== WHAT TO PRODUCE ==
Among the following entries, count the lines that contain "Beni" and report only the result.

++++ INPUT RECORDS ++++

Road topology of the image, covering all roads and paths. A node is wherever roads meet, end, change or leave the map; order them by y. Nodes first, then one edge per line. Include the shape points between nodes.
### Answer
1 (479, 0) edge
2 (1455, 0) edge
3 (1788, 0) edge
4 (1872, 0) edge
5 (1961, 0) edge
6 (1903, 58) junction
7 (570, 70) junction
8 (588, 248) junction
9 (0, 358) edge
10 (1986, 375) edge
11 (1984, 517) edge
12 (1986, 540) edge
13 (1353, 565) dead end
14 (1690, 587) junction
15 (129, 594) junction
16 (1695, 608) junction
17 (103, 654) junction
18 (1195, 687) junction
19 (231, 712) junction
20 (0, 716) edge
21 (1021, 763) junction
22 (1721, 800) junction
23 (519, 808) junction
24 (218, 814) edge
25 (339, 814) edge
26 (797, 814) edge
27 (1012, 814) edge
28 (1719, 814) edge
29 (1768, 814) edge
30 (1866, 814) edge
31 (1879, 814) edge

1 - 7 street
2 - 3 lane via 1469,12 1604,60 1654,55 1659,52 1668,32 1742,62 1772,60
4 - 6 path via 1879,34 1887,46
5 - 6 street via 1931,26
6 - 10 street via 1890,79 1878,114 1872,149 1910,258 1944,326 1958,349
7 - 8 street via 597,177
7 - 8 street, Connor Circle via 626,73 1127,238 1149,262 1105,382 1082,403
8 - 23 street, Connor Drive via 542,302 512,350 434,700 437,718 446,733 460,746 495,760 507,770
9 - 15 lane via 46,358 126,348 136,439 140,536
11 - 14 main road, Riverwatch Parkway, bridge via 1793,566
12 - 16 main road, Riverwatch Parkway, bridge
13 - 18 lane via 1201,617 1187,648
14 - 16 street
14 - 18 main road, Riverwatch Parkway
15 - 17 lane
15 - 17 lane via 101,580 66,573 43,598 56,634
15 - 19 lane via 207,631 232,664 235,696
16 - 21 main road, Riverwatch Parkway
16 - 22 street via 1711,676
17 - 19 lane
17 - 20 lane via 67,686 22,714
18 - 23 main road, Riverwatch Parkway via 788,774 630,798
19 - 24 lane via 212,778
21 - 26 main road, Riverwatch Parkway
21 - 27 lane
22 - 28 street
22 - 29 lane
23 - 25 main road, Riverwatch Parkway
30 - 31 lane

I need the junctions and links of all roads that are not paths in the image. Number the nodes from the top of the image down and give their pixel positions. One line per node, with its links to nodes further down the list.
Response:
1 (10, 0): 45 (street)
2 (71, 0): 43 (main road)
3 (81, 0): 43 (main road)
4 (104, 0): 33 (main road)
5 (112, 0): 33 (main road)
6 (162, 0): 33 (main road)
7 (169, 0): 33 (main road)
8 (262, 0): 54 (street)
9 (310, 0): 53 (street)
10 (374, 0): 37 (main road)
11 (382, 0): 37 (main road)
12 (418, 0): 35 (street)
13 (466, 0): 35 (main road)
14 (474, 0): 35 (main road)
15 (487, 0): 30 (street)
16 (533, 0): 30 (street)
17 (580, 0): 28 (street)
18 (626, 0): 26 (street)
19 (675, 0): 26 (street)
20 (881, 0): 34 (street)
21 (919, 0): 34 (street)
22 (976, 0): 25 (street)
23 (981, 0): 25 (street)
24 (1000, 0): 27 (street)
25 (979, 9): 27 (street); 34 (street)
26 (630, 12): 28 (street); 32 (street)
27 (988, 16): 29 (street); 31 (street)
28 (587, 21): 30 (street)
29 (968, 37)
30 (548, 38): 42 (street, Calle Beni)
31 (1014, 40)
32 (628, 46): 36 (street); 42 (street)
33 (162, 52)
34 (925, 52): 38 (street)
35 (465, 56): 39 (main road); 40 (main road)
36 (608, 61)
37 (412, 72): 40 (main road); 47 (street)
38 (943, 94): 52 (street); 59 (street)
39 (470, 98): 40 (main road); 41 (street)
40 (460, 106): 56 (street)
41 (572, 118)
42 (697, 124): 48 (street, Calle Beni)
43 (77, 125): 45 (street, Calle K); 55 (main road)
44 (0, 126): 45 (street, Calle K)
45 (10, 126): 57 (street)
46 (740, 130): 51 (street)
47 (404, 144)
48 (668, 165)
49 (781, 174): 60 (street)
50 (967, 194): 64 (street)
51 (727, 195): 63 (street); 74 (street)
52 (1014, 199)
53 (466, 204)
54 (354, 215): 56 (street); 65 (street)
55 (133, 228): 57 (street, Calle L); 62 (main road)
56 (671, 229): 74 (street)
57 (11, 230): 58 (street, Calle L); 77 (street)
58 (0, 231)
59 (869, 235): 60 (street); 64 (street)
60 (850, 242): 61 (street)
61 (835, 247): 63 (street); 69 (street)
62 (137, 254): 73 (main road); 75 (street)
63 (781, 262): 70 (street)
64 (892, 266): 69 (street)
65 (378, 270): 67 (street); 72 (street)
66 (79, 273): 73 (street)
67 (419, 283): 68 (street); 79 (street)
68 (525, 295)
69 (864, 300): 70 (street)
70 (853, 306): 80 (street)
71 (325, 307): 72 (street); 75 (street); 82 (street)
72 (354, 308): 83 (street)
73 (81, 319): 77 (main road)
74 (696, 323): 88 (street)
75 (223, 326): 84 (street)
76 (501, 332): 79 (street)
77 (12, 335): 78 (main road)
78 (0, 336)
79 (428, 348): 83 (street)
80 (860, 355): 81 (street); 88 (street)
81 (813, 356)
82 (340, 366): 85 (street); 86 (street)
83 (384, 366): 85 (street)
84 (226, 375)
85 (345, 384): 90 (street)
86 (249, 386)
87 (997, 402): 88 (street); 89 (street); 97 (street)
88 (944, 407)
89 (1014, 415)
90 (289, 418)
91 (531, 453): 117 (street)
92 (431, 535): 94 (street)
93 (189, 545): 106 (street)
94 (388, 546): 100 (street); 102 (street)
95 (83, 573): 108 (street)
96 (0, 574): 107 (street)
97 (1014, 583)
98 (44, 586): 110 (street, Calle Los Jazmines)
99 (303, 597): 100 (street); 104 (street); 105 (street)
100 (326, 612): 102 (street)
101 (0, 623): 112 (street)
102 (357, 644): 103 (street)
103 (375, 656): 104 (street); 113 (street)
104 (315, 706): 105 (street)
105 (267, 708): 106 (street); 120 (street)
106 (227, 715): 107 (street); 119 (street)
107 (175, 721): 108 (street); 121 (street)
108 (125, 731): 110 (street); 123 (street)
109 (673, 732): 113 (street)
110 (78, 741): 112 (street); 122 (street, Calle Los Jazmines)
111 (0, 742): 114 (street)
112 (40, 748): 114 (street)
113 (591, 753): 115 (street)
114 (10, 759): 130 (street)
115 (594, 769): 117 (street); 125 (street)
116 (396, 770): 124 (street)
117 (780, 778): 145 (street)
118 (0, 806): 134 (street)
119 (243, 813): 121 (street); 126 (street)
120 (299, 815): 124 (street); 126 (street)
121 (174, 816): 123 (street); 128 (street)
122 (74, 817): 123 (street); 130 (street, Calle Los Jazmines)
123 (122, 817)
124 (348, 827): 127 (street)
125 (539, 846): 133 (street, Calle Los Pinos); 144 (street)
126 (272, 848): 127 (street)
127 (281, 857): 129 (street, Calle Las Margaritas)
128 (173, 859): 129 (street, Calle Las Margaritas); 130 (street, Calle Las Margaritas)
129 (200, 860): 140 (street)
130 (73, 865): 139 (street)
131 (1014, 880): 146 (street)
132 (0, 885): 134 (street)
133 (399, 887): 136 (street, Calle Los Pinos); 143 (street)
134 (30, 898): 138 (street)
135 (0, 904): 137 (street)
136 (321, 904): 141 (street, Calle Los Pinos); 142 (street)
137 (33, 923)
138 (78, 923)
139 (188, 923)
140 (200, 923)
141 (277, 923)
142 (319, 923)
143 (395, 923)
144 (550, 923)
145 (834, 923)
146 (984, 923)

++++

== SOLVED PROBLEM ==
2